__Exercise material__

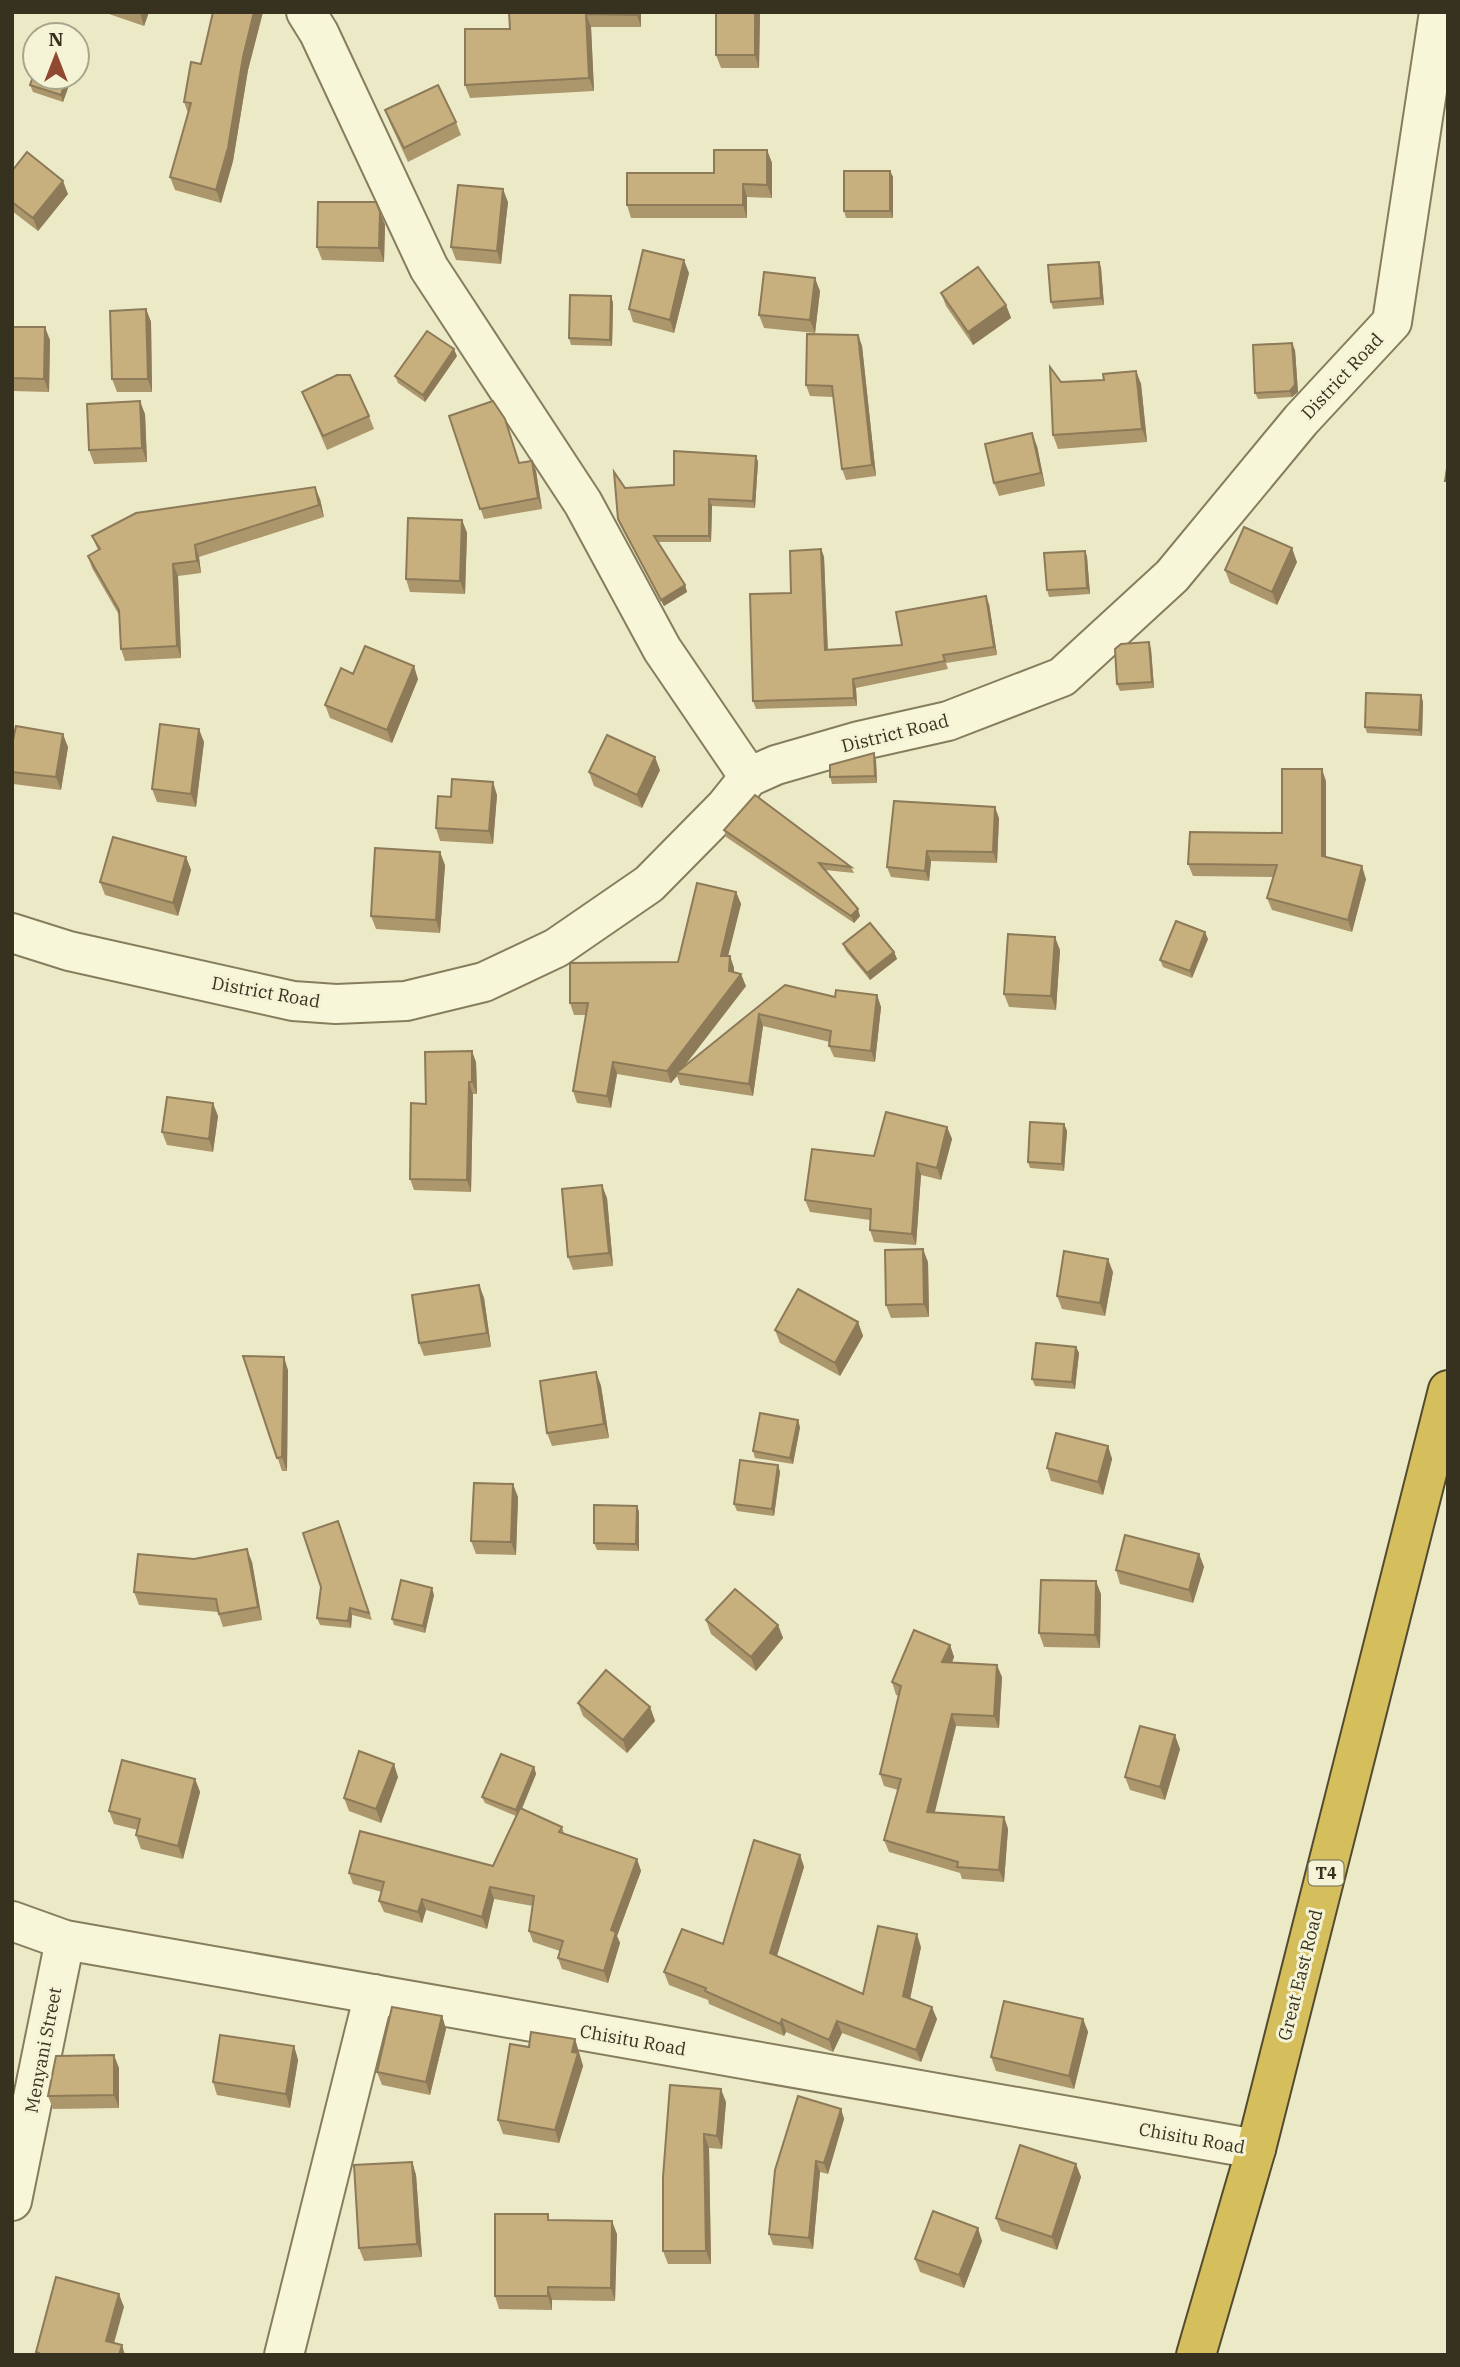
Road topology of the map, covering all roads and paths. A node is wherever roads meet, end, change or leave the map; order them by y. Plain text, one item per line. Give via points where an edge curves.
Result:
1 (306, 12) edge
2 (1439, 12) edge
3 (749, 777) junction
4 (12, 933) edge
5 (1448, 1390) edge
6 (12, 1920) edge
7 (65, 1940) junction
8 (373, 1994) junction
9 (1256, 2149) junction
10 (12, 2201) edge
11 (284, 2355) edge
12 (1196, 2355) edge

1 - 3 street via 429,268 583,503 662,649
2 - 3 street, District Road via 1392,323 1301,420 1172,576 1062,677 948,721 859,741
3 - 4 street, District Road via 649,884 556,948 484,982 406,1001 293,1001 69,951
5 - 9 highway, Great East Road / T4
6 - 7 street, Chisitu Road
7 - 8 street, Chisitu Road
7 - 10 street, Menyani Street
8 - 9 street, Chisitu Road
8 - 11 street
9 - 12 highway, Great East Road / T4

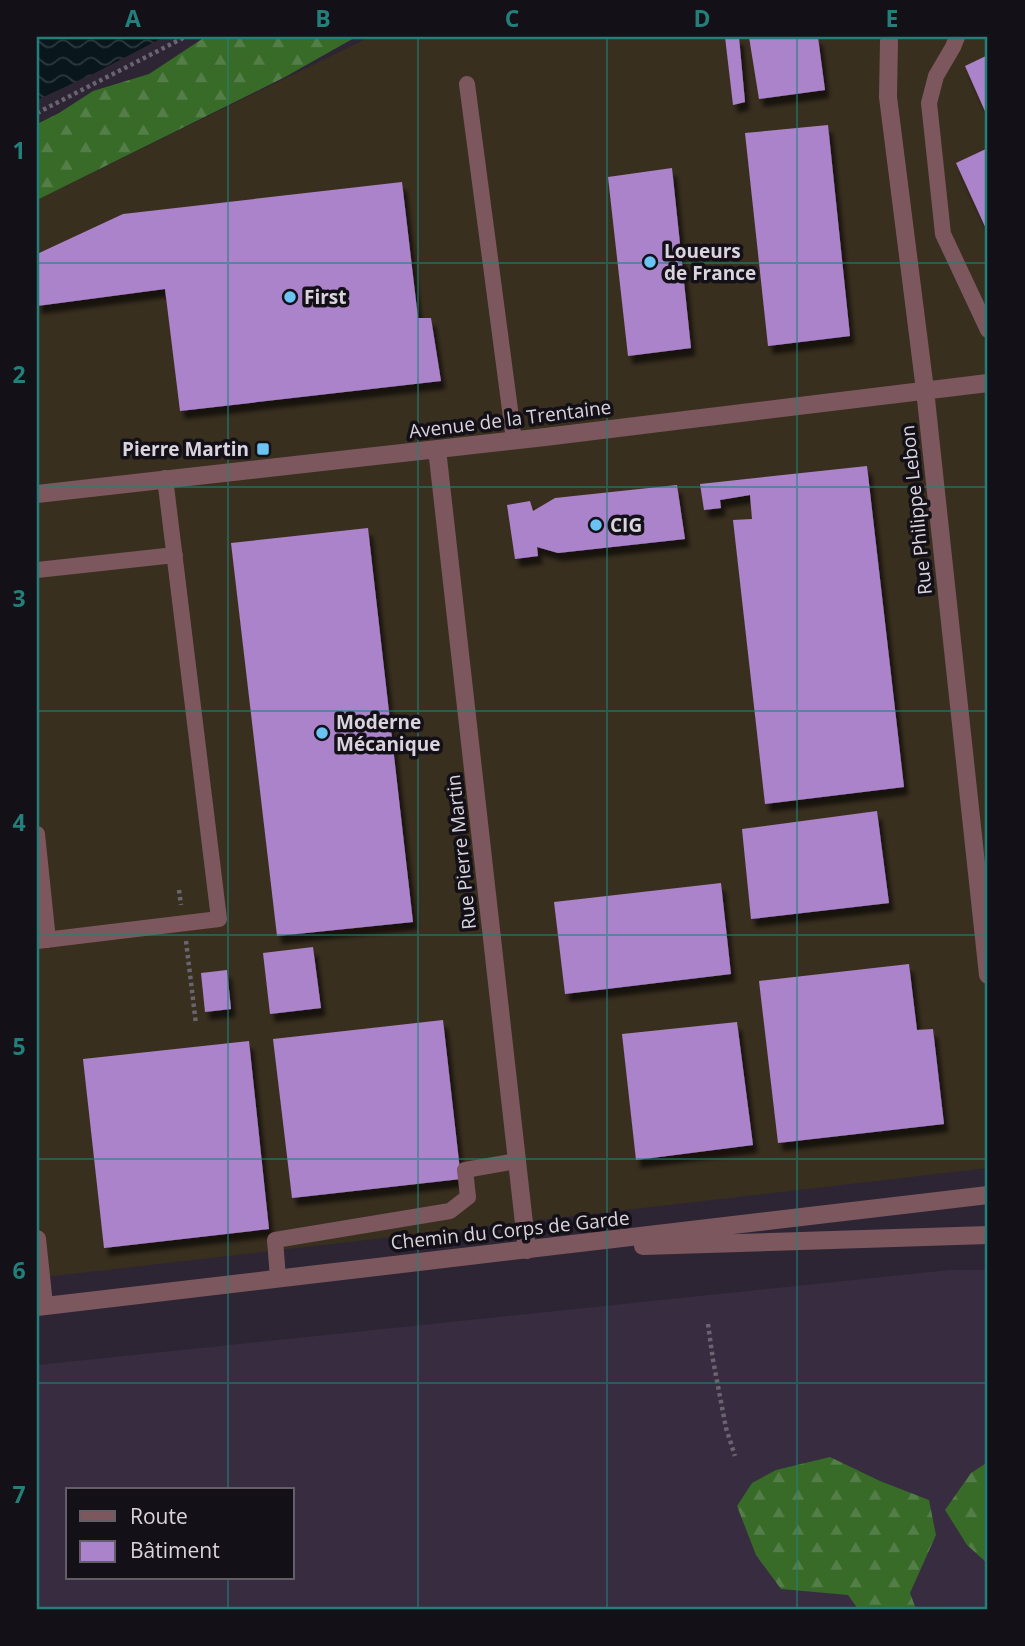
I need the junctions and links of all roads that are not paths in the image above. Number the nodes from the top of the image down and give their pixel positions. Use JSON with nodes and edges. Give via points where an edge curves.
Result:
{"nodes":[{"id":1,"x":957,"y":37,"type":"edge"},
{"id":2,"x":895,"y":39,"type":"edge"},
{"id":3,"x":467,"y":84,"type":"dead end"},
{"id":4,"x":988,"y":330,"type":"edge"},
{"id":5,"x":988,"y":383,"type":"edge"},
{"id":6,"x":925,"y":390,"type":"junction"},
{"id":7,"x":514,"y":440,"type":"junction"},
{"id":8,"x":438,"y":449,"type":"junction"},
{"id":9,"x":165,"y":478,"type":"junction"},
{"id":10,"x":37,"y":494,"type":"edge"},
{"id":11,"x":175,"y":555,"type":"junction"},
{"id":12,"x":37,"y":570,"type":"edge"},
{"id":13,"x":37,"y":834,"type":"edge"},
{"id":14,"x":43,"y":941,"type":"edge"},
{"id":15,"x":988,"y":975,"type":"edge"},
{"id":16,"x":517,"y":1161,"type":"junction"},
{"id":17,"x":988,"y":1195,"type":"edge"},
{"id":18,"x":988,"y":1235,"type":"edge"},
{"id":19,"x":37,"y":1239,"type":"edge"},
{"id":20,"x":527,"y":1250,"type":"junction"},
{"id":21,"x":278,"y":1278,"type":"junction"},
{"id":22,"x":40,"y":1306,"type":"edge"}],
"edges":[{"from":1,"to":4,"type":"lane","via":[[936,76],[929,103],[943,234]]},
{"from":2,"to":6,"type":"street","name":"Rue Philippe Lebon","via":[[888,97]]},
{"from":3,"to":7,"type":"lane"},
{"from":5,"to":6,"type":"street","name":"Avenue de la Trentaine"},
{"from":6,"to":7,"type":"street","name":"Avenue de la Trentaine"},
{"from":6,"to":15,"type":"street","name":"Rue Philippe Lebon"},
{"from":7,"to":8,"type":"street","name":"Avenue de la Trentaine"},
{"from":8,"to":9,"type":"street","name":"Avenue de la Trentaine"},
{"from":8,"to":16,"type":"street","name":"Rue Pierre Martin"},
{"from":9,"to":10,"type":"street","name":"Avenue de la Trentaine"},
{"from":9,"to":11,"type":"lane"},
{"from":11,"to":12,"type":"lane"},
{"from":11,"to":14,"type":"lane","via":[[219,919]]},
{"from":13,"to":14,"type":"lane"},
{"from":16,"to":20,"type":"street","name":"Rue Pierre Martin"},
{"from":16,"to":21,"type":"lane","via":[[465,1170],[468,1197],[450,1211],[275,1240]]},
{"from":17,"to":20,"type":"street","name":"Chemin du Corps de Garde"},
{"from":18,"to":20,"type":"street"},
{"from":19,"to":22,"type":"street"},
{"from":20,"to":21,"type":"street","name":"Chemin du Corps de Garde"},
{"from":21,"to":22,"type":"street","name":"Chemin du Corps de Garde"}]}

__Goal of the exercise__
Take each line of the material that contains the word "edges" and list it.

__The completed task__
I need the junctions and links of all roads that are not paths in the image above. Number the nodes from the top of the image down and give their pixel positions. Use JSON with nodes and edges. Give via points where an edge curves.
"edges":[{"from":1,"to":4,"type":"lane","via":[[936,76],[929,103],[943,234]]},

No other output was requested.